On Monday morning, the president made a dramatic announcement that he would soon be “terminating” the North America Free Trade Agreement and negotiating a new deal. “They used to call it NAFTA,” he said. “We’re going to call it the United States-Mexico trade agreement. We’ll get rid of the name NAFTA.”
The president’s words have to be treated with some caution. It does appear that there is some movement on NAFTA, with Mexico making provisional concessions on rules about automobile manufacturing. Still, the way Trump discussed the deal was at odds with the known facts about what his administration is negotiating. Crucially, Trump spoke as if his government were pursuing separate two-countries deals with Canada and Mexico.
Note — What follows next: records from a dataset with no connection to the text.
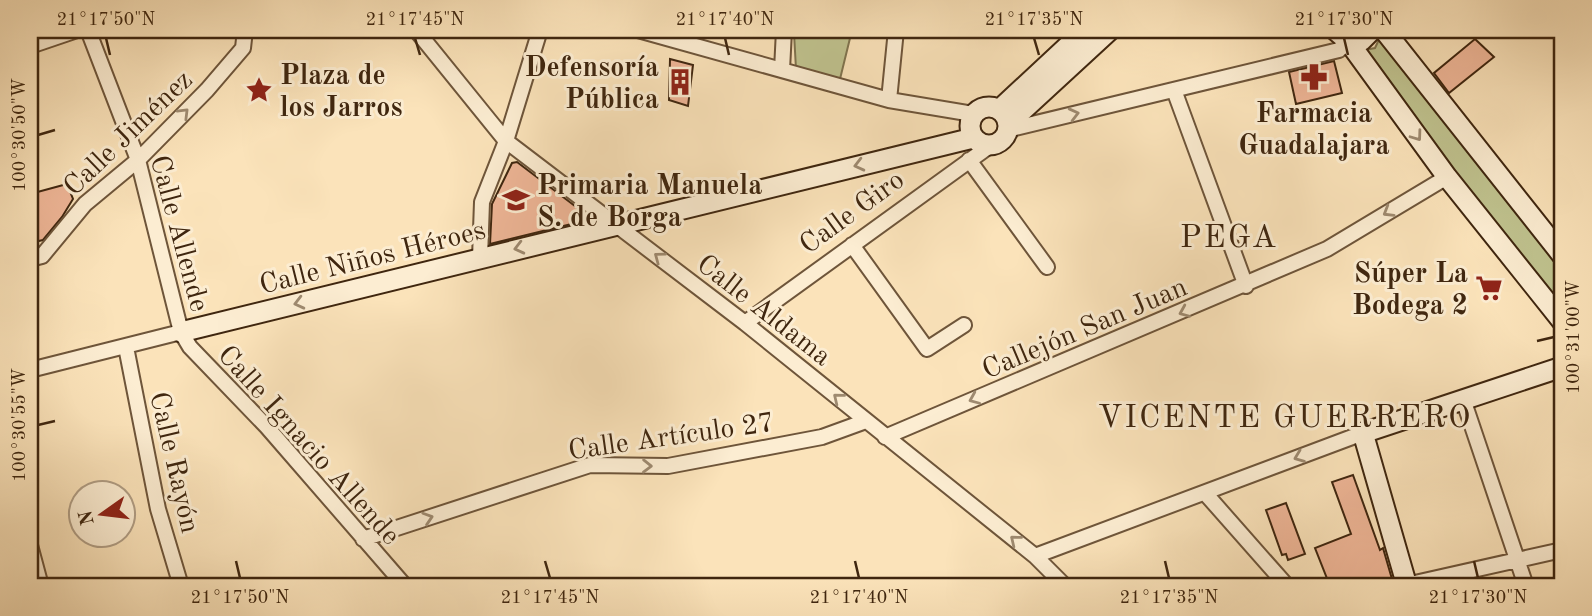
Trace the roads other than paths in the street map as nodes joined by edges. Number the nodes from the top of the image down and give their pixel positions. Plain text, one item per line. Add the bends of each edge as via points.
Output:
1 (78, 30) edge
2 (88, 30) edge
3 (245, 30) edge
4 (416, 30) edge
5 (540, 30) edge
6 (643, 30) edge
7 (784, 30) edge
8 (896, 30) edge
9 (1085, 30) edge
10 (1110, 30) edge
11 (1372, 30) edge
12 (1384, 30) edge
13 (1341, 35) edge
14 (30, 46) edge
15 (782, 71) junction
16 (1174, 90) junction
17 (889, 100) junction
18 (973, 114) junction
19 (1005, 121) junction
20 (506, 141) junction
21 (982, 141) junction
22 (138, 160) junction
23 (969, 160) junction
24 (1447, 177) junction
25 (616, 224) junction
26 (852, 245) junction
27 (1562, 255) edge
28 (30, 258) edge
29 (480, 258) junction
30 (1047, 267) dead end
31 (1246, 286) junction
32 (1562, 321) edge
33 (746, 323) junction
34 (964, 325) dead end
35 (181, 332) junction
36 (126, 347) junction
37 (1562, 367) edge
38 (30, 370) edge
39 (1464, 402) junction
40 (866, 421) junction
41 (1363, 433) junction
42 (885, 437) junction
43 (1205, 492) junction
44 (363, 539) junction
45 (30, 545) edge
46 (1562, 550) edge
47 (1035, 556) junction
48 (1516, 559) junction
49 (41, 586) edge
50 (181, 586) edge
51 (405, 586) edge
52 (1065, 586) edge
53 (1287, 586) edge
54 (1407, 586) edge
55 (1526, 586) edge

1 - 14 street
2 - 22 street, Calle Allende
22 -> 3 street, Calle Jiménez via 243,48
4 - 20 street, Calle Aldama
5 - 20 street
6 - 15 street
7 - 15 street
8 - 17 street
9 - 19 street
10 - 19 street
11 - 13 street via 1361,41
12 - 27 street
13 - 16 street via 1339,50
13 -> 24 street
15 - 17 street
19 -> 16 street
16 - 31 street
17 - 18 street
18 - 19 street via 988,107
18 - 21 street via 970,125
19 - 21 street via 1002,140
20 - 25 street, Calle Aldama
20 - 29 street via 482,202
21 - 23 street, Calle Giro
21 -> 25 street, Calle Niños Héroes
22 - 28 street, Calle Jiménez via 85,204 42,256
22 - 35 street, Calle Allende
23 - 26 street, Calle Giro
23 - 30 street
24 -> 31 street, Callejón San Juan via 1327,249
24 - 32 street
25 -> 29 street, Calle Niños Héroes
33 -> 25 street, Calle Aldama
26 - 33 street, Calle Giro
26 - 34 street via 927,349
29 -> 35 street, Calle Niños Héroes
31 -> 42 street, Callejón San Juan
40 -> 33 street, Calle Aldama
35 - 36 street, Calle Niños Héroes
35 - 44 street, Calle Ignacio Allende via 190,348 267,426
36 - 38 street, Calle Niños Héroes
36 - 50 street, Calle Rayón via 158,509
37 - 39 street
39 - 41 street
39 - 48 street
40 - 42 street, Calle Aldama
44 -> 40 street, Calle Artículo 27 via 590,465 668,466 822,437
41 -> 43 street
41 - 54 street
47 -> 42 street, Calle Aldama
43 - 47 street
43 - 53 street
44 - 51 street, Calle Ignacio Allende
45 - 49 street
46 - 48 street
47 - 52 street, Calle Aldama
48 - 54 street
48 - 55 street

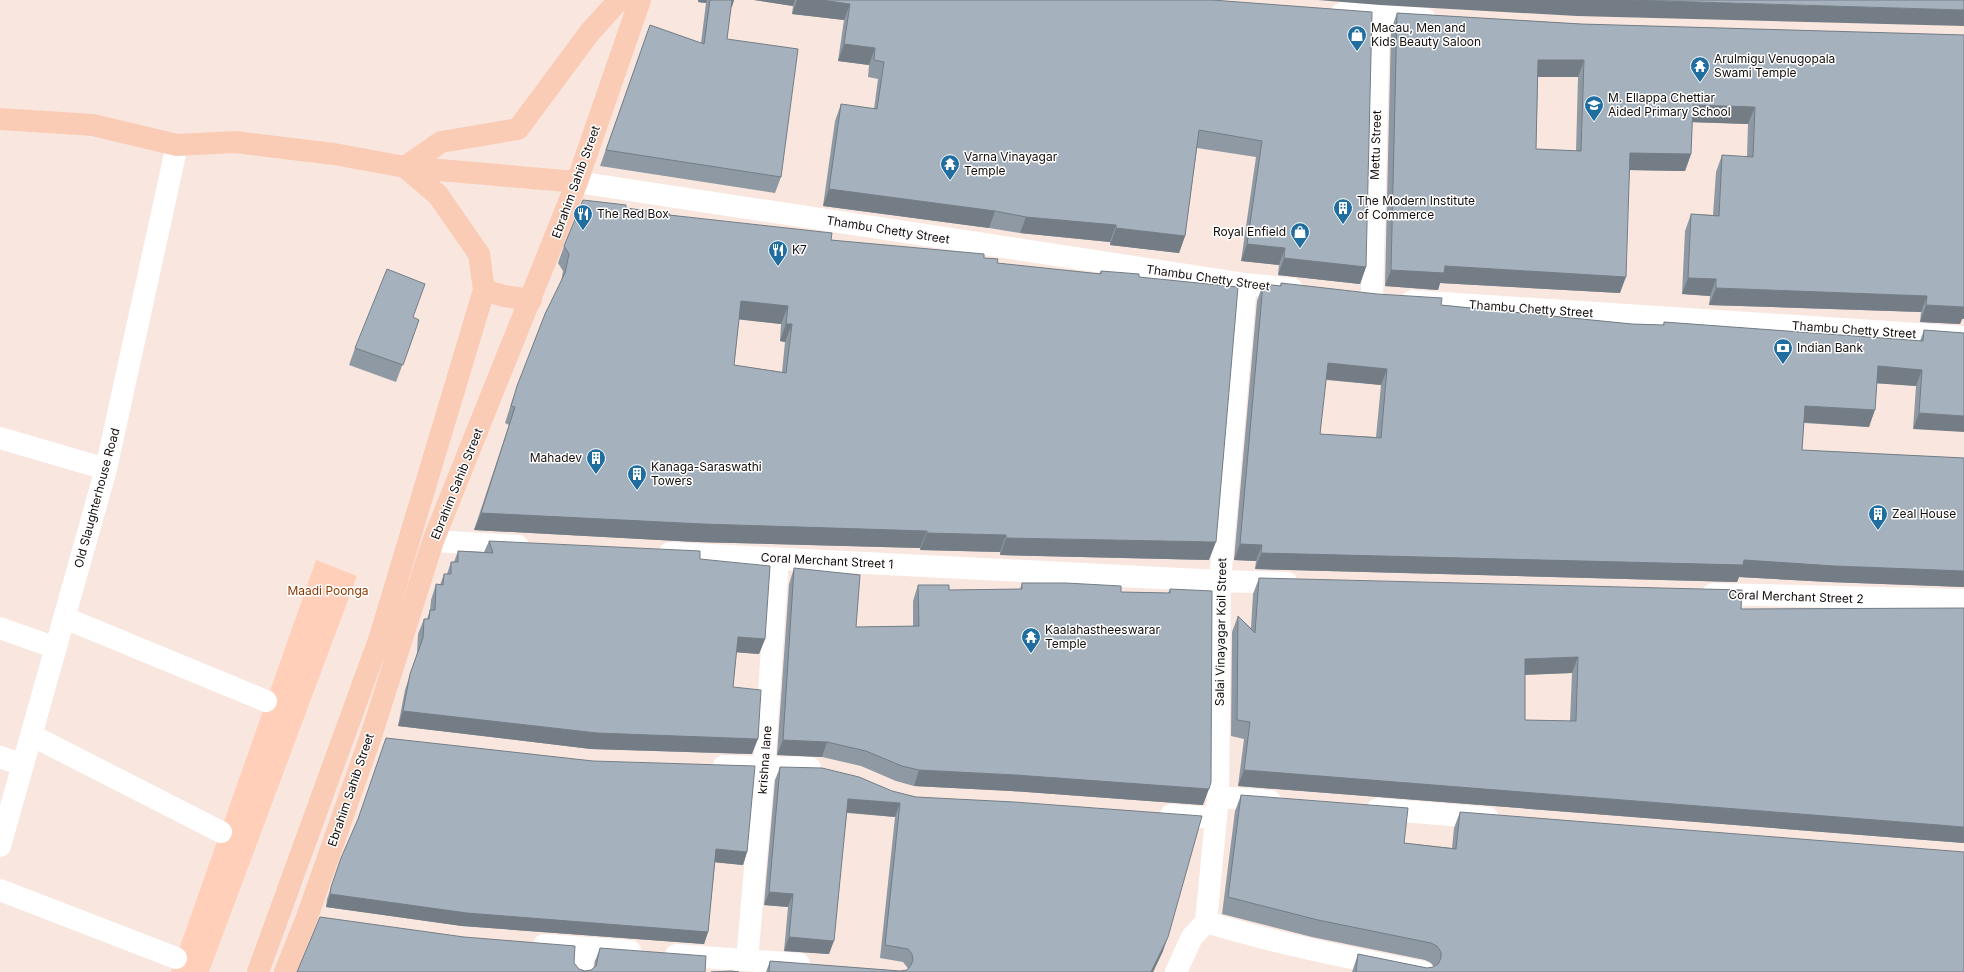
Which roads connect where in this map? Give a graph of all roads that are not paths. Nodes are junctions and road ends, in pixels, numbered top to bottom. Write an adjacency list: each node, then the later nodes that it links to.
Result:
1 (619, 0): 9 (main road)
2 (640, 0): 10 (main road, Ebrahim Sahib Street)
3 (1354, 7): 4 (street); 5 (street)
4 (1322, 12)
5 (1379, 17): 6 (street); 15 (street, Mettu Street)
6 (1442, 20)
7 (0, 119): 8 (main road)
8 (178, 145): 9 (main road); 19 (street, Old Slaughterhouse Road)
9 (405, 167): 10 (main road); 12 (main road, Ebrahim Sahib Street)
10 (577, 182): 11 (street, Thambu Chetty Street); 16 (main road, Ebrahim Sahib Street)
11 (1246, 284): 13 (street, Thambu Chetty Street); 24 (street, Salai Vinayagar Koil Street)
12 (484, 290): 16 (main road); 57 (main road, Ebrahim Sahib Street)
13 (1309, 291)
14 (1348, 295): 15 (street, Thambu Chetty Street)
15 (1372, 298): 17 (street, Thambu Chetty Street)
16 (531, 300): 20 (main road, Ebrahim Sahib Street)
17 (1964, 338)
18 (0, 438): 19 (street)
19 (106, 469): 28 (street, Old Slaughterhouse Road)
20 (433, 541): 21 (street); 33 (main road, Ebrahim Sahib Street)
21 (535, 546)
22 (653, 552): 23 (street, Coral Merchant Street 1)
23 (778, 559): 24 (street, Coral Merchant Street 1); 38 (street, krishna lane)
24 (1220, 581): 25 (street); 40 (street, Salai Vinayagar Koil Street)
25 (1308, 584)
26 (1692, 594): 27 (street, Coral Merchant Street 2)
27 (1964, 600)
28 (65, 618): 30 (street, Old Slaughterhouse Road); 31 (street)
29 (0, 628): 30 (street)
30 (56, 648): 32 (street, Old Slaughterhouse Road)
31 (266, 701)
32 (31, 735): 36 (street, Old Slaughterhouse Road); 46 (street)
33 (370, 736): 34 (street); 49 (main road, Ebrahim Sahib Street)
34 (394, 739)
35 (0, 757): 36 (street)
36 (23, 765): 47 (street, Old Slaughterhouse Road)
37 (701, 765): 38 (street)
38 (764, 767): 39 (street); 55 (street, krishna lane)
39 (827, 770)
40 (1218, 796): 41 (street); 44 (street, Salai Vinayagar Koil Street)
41 (1289, 802)
42 (1361, 808): 45 (street)
43 (1152, 813): 44 (street)
44 (1215, 818): 51 (street, Salai Vinayagar Koil Street)
45 (1504, 820)
46 (221, 832)
47 (1, 839)
48 (0, 890): 54 (street)
49 (307, 917): 50 (street); 58 (main road, Ebrahim Sahib Street)
50 (330, 920)
51 (1206, 922): 60 (street); 61 (street)
52 (523, 943): 53 (street)
53 (584, 948): 55 (street); 59 (street)
54 (176, 958)
55 (747, 960): 56 (street)
56 (819, 966)
57 (258, 972)
58 (285, 972)
59 (581, 972)
60 (1176, 972)
61 (1423, 972)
In fact, the actual negotiations are for three-country deals involving the existing NAFTA partners.
As The Toronto Star notes:
In announcing the deal Monday, Trump described the preliminary agreement with Mexico in a way that did not match what his administration is actually doing.
Trump inaccurately referred to the preliminary agreement with Mexico as if it were a final trade agreement of its own, separate from North American Free Trade Agreement. He called it “the United States-Mexico Trade Agreement,” and he said he was not sure if Canada would be permitted to join it. He also threatened auto tariffs on Canada, saying, “The easiest thing we can do is tariff their cars coming in.”
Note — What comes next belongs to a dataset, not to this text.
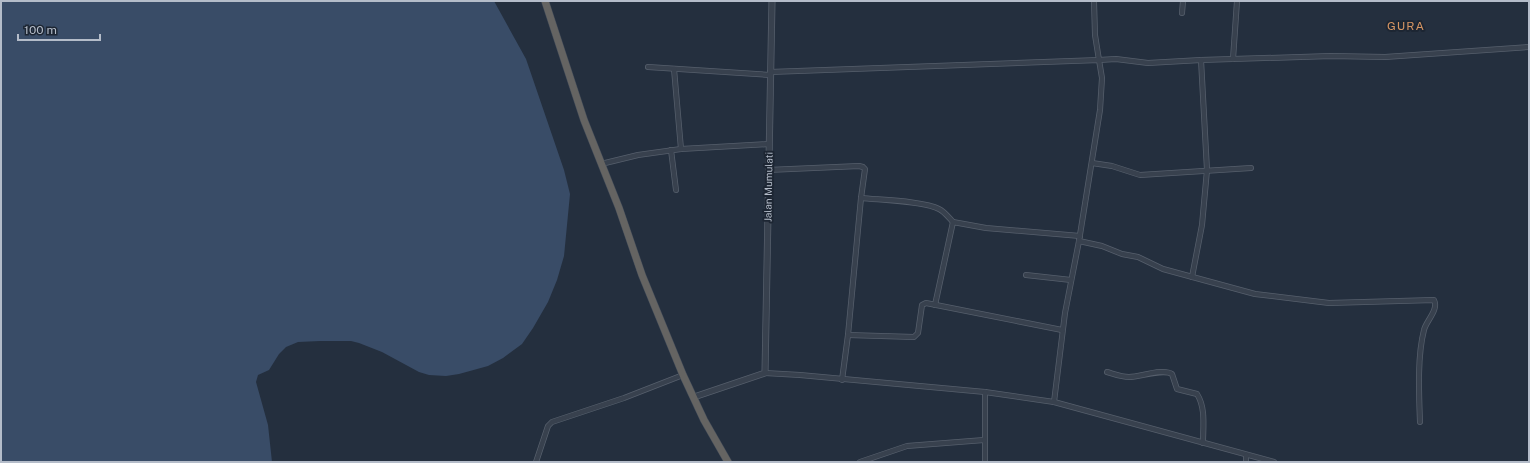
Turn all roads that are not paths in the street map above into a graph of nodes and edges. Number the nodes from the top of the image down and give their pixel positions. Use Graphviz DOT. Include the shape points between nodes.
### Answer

In fact, the U.S. and Mexico have not made a separate trade agreement to replace NAFTA, nor come to a final accord of any kind. Rather, they have made a kind of sub-deal that will now be folded into the ongoing three-country NAFTA talks as Trump’s trade officials scramble to complete a three-country deal.
Perhaps the best-case scenario is that the parties in NAFTA will just ignore Trump’s misrepresentation and continue with negotiations, treating the president as background noise.